Every record is to be duplicated exactly as it reads, without its images.

..........

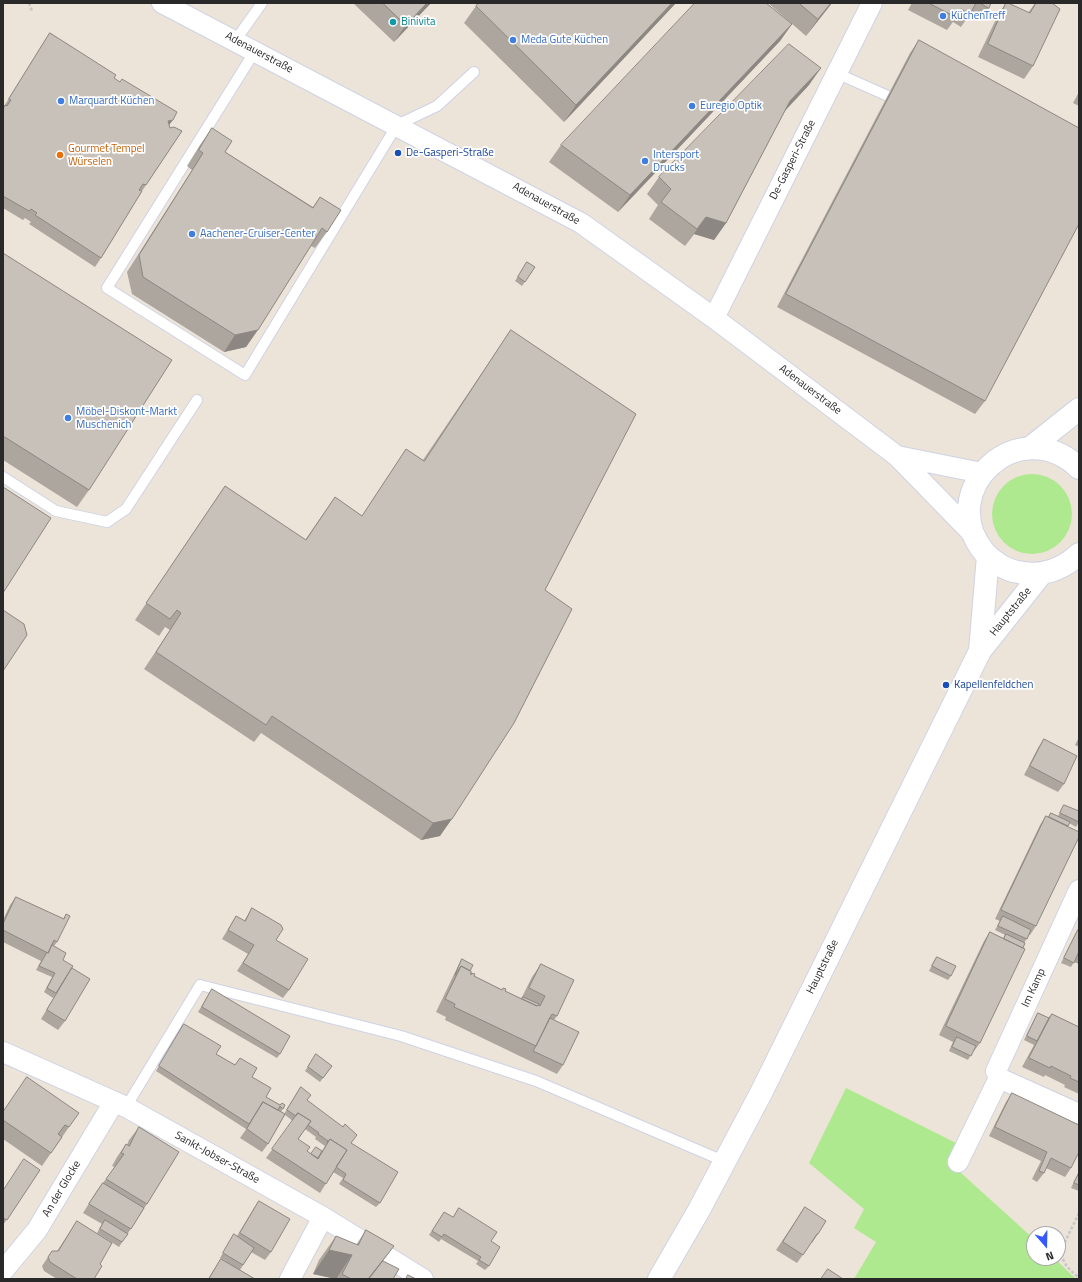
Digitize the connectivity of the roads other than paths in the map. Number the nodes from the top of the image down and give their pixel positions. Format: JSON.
{"nodes":[{"id":1,"x":162,"y":3,"type":"edge"},
{"id":2,"x":262,"y":3,"type":"edge"},
{"id":3,"x":872,"y":3,"type":"edge"},
{"id":4,"x":235,"y":41,"type":"junction"},
{"id":5,"x":255,"y":51,"type":"junction"},
{"id":6,"x":474,"y":72,"type":"dead end"},
{"id":7,"x":836,"y":73,"type":"junction"},
{"id":8,"x":888,"y":96,"type":"edge"},
{"id":9,"x":397,"y":125,"type":"junction"},
{"id":10,"x":714,"y":318,"type":"junction"},
{"id":11,"x":197,"y":400,"type":"dead end"},
{"id":12,"x":1079,"y":409,"type":"edge"},
{"id":13,"x":1030,"y":448,"type":"junction"},
{"id":14,"x":897,"y":456,"type":"junction"},
{"id":15,"x":1079,"y":468,"type":"edge"},
{"id":16,"x":982,"y":473,"type":"junction"},
{"id":17,"x":3,"y":477,"type":"edge"},
{"id":18,"x":974,"y":535,"type":"junction"},
{"id":19,"x":988,"y":556,"type":"junction"},
{"id":20,"x":1076,"y":560,"type":"edge"},
{"id":21,"x":1042,"y":573,"type":"junction"},
{"id":22,"x":980,"y":651,"type":"junction"},
{"id":23,"x":1078,"y":897,"type":"edge"},
{"id":24,"x":3,"y":1052,"type":"edge"},
{"id":25,"x":999,"y":1078,"type":"junction"},
{"id":26,"x":120,"y":1104,"type":"junction"},
{"id":27,"x":1079,"y":1114,"type":"edge"},
{"id":28,"x":726,"y":1162,"type":"junction"},
{"id":29,"x":958,"y":1162,"type":"dead end"},
{"id":30,"x":324,"y":1217,"type":"junction"},
{"id":31,"x":3,"y":1271,"type":"edge"},
{"id":32,"x":290,"y":1279,"type":"edge"},
{"id":33,"x":423,"y":1279,"type":"edge"},
{"id":34,"x":659,"y":1279,"type":"edge"}],
"edges":[{"from":1,"to":4,"type":"street","name":"Adenauerstraße"},
{"from":2,"to":4,"type":"lane"},
{"from":3,"to":7,"type":"street","name":"De-Gasperi-Straße"},
{"from":4,"to":5,"type":"street","name":"Adenauerstraße"},
{"from":5,"to":9,"type":"street","name":"Adenauerstraße"},
{"from":5,"to":9,"type":"lane"},
{"from":6,"to":9,"type":"lane"},
{"from":7,"to":8,"type":"lane"},
{"from":7,"to":10,"type":"street","name":"De-Gasperi-Straße"},
{"from":9,"to":10,"type":"street","name":"Adenauerstraße"},
{"from":10,"to":14,"type":"street","name":"Adenauerstraße"},
{"from":11,"to":17,"type":"lane"},
{"from":12,"to":13,"type":"main road"},
{"from":13,"to":15,"type":"main road"},
{"from":13,"to":16,"type":"main road"},
{"from":14,"to":16,"type":"street","name":"Adenauerstraße"},
{"from":14,"to":18,"type":"street","name":"Adenauerstraße"},
{"from":16,"to":18,"type":"main road"},
{"from":18,"to":19,"type":"main road"},
{"from":19,"to":21,"type":"main road"},
{"from":19,"to":22,"type":"main road","name":"Hauptstraße"},
{"from":20,"to":21,"type":"main road"},
{"from":21,"to":22,"type":"main road","name":"Hauptstraße"},
{"from":22,"to":28,"type":"main road","name":"Hauptstraße"},
{"from":23,"to":25,"type":"street","name":"Im Kamp"},
{"from":24,"to":26,"type":"street","name":"Sankt-Jobser-Straße"},
{"from":25,"to":27,"type":"street"},
{"from":25,"to":29,"type":"street","name":"Im Kamp"},
{"from":26,"to":28,"type":"lane"},
{"from":26,"to":30,"type":"street","name":"Sankt-Jobser-Straße"},
{"from":26,"to":31,"type":"street","name":"An der Glocke"},
{"from":28,"to":34,"type":"main road","name":"Hauptstraße"},
{"from":30,"to":32,"type":"street"},
{"from":30,"to":33,"type":"street","name":"Sankt-Jobser-Straße"}]}
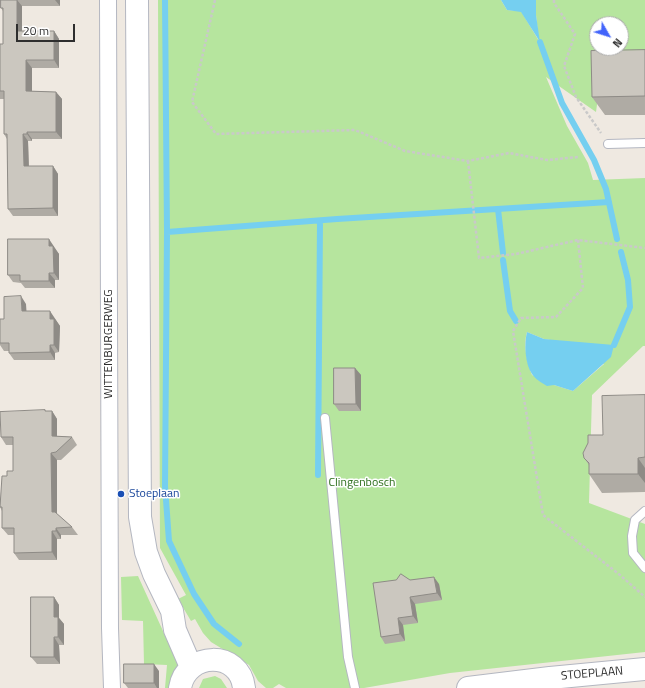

..........

* Answer *
Digitize the connectivity of the roads other than paths in the map. Number the nodes from the top of the image down and give their pixel positions. Format: JSON.
{"nodes":[{"id":1,"x":162,"y":3,"type":"edge"},
{"id":2,"x":262,"y":3,"type":"edge"},
{"id":3,"x":872,"y":3,"type":"edge"},
{"id":4,"x":235,"y":41,"type":"junction"},
{"id":5,"x":255,"y":51,"type":"junction"},
{"id":6,"x":474,"y":72,"type":"dead end"},
{"id":7,"x":836,"y":73,"type":"junction"},
{"id":8,"x":888,"y":96,"type":"edge"},
{"id":9,"x":397,"y":125,"type":"junction"},
{"id":10,"x":714,"y":318,"type":"junction"},
{"id":11,"x":197,"y":400,"type":"dead end"},
{"id":12,"x":1079,"y":409,"type":"edge"},
{"id":13,"x":1030,"y":448,"type":"junction"},
{"id":14,"x":897,"y":456,"type":"junction"},
{"id":15,"x":1079,"y":468,"type":"edge"},
{"id":16,"x":982,"y":473,"type":"junction"},
{"id":17,"x":3,"y":477,"type":"edge"},
{"id":18,"x":974,"y":535,"type":"junction"},
{"id":19,"x":988,"y":556,"type":"junction"},
{"id":20,"x":1076,"y":560,"type":"edge"},
{"id":21,"x":1042,"y":573,"type":"junction"},
{"id":22,"x":980,"y":651,"type":"junction"},
{"id":23,"x":1078,"y":897,"type":"edge"},
{"id":24,"x":3,"y":1052,"type":"edge"},
{"id":25,"x":999,"y":1078,"type":"junction"},
{"id":26,"x":120,"y":1104,"type":"junction"},
{"id":27,"x":1079,"y":1114,"type":"edge"},
{"id":28,"x":726,"y":1162,"type":"junction"},
{"id":29,"x":958,"y":1162,"type":"dead end"},
{"id":30,"x":324,"y":1217,"type":"junction"},
{"id":31,"x":3,"y":1271,"type":"edge"},
{"id":32,"x":290,"y":1279,"type":"edge"},
{"id":33,"x":423,"y":1279,"type":"edge"},
{"id":34,"x":659,"y":1279,"type":"edge"}],
"edges":[{"from":1,"to":4,"type":"street","name":"Adenauerstraße"},
{"from":2,"to":4,"type":"lane"},
{"from":3,"to":7,"type":"street","name":"De-Gasperi-Straße"},
{"from":4,"to":5,"type":"street","name":"Adenauerstraße"},
{"from":5,"to":9,"type":"street","name":"Adenauerstraße"},
{"from":5,"to":9,"type":"lane"},
{"from":6,"to":9,"type":"lane"},
{"from":7,"to":8,"type":"lane"},
{"from":7,"to":10,"type":"street","name":"De-Gasperi-Straße"},
{"from":9,"to":10,"type":"street","name":"Adenauerstraße"},
{"from":10,"to":14,"type":"street","name":"Adenauerstraße"},
{"from":11,"to":17,"type":"lane"},
{"from":12,"to":13,"type":"main road"},
{"from":13,"to":15,"type":"main road"},
{"from":13,"to":16,"type":"main road"},
{"from":14,"to":16,"type":"street","name":"Adenauerstraße"},
{"from":14,"to":18,"type":"street","name":"Adenauerstraße"},
{"from":16,"to":18,"type":"main road"},
{"from":18,"to":19,"type":"main road"},
{"from":19,"to":21,"type":"main road"},
{"from":19,"to":22,"type":"main road","name":"Hauptstraße"},
{"from":20,"to":21,"type":"main road"},
{"from":21,"to":22,"type":"main road","name":"Hauptstraße"},
{"from":22,"to":28,"type":"main road","name":"Hauptstraße"},
{"from":23,"to":25,"type":"street","name":"Im Kamp"},
{"from":24,"to":26,"type":"street","name":"Sankt-Jobser-Straße"},
{"from":25,"to":27,"type":"street"},
{"from":25,"to":29,"type":"street","name":"Im Kamp"},
{"from":26,"to":28,"type":"lane"},
{"from":26,"to":30,"type":"street","name":"Sankt-Jobser-Straße"},
{"from":26,"to":31,"type":"street","name":"An der Glocke"},
{"from":28,"to":34,"type":"main road","name":"Hauptstraße"},
{"from":30,"to":32,"type":"street"},
{"from":30,"to":33,"type":"street","name":"Sankt-Jobser-Straße"}]}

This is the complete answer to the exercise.